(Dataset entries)

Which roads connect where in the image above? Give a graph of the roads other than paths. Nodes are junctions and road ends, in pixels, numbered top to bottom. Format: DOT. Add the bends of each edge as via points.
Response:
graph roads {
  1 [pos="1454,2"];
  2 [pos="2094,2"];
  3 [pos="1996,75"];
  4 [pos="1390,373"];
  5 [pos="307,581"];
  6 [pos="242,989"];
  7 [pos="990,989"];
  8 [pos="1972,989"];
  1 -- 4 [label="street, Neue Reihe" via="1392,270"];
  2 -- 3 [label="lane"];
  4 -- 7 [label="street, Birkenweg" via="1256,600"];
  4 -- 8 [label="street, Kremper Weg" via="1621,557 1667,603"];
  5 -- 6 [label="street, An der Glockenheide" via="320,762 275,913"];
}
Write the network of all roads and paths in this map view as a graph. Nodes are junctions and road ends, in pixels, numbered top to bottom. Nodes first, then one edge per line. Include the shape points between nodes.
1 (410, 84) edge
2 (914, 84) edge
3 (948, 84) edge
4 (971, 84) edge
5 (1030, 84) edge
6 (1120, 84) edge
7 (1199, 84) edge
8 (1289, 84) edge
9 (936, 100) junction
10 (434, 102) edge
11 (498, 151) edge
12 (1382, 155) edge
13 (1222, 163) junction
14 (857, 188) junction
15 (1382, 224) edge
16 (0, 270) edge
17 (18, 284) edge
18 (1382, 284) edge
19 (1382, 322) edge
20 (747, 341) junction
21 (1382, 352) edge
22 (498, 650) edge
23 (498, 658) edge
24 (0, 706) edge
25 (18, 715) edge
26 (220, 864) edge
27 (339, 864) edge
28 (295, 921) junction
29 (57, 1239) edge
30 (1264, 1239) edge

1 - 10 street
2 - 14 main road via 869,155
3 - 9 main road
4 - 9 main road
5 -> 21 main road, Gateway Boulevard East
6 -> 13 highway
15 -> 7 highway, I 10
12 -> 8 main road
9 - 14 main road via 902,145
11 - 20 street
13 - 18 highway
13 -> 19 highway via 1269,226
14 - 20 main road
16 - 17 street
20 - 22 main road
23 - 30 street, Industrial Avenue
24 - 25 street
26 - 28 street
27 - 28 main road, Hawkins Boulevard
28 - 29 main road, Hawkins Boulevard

• TASK DETAILS:
Extract the lines above from the one containing "Write the network" to the last line, both included, exactly as written.

• ANSWER SPACE:
Write the network of all roads and paths in this map view as a graph. Nodes are junctions and road ends, in pixels, numbered top to bottom. Nodes first, then one edge per line. Include the shape points between nodes.
1 (410, 84) edge
2 (914, 84) edge
3 (948, 84) edge
4 (971, 84) edge
5 (1030, 84) edge
6 (1120, 84) edge
7 (1199, 84) edge
8 (1289, 84) edge
9 (936, 100) junction
10 (434, 102) edge
11 (498, 151) edge
12 (1382, 155) edge
13 (1222, 163) junction
14 (857, 188) junction
15 (1382, 224) edge
16 (0, 270) edge
17 (18, 284) edge
18 (1382, 284) edge
19 (1382, 322) edge
20 (747, 341) junction
21 (1382, 352) edge
22 (498, 650) edge
23 (498, 658) edge
24 (0, 706) edge
25 (18, 715) edge
26 (220, 864) edge
27 (339, 864) edge
28 (295, 921) junction
29 (57, 1239) edge
30 (1264, 1239) edge

1 - 10 street
2 - 14 main road via 869,155
3 - 9 main road
4 - 9 main road
5 -> 21 main road, Gateway Boulevard East
6 -> 13 highway
15 -> 7 highway, I 10
12 -> 8 main road
9 - 14 main road via 902,145
11 - 20 street
13 - 18 highway
13 -> 19 highway via 1269,226
14 - 20 main road
16 - 17 street
20 - 22 main road
23 - 30 street, Industrial Avenue
24 - 25 street
26 - 28 street
27 - 28 main road, Hawkins Boulevard
28 - 29 main road, Hawkins Boulevard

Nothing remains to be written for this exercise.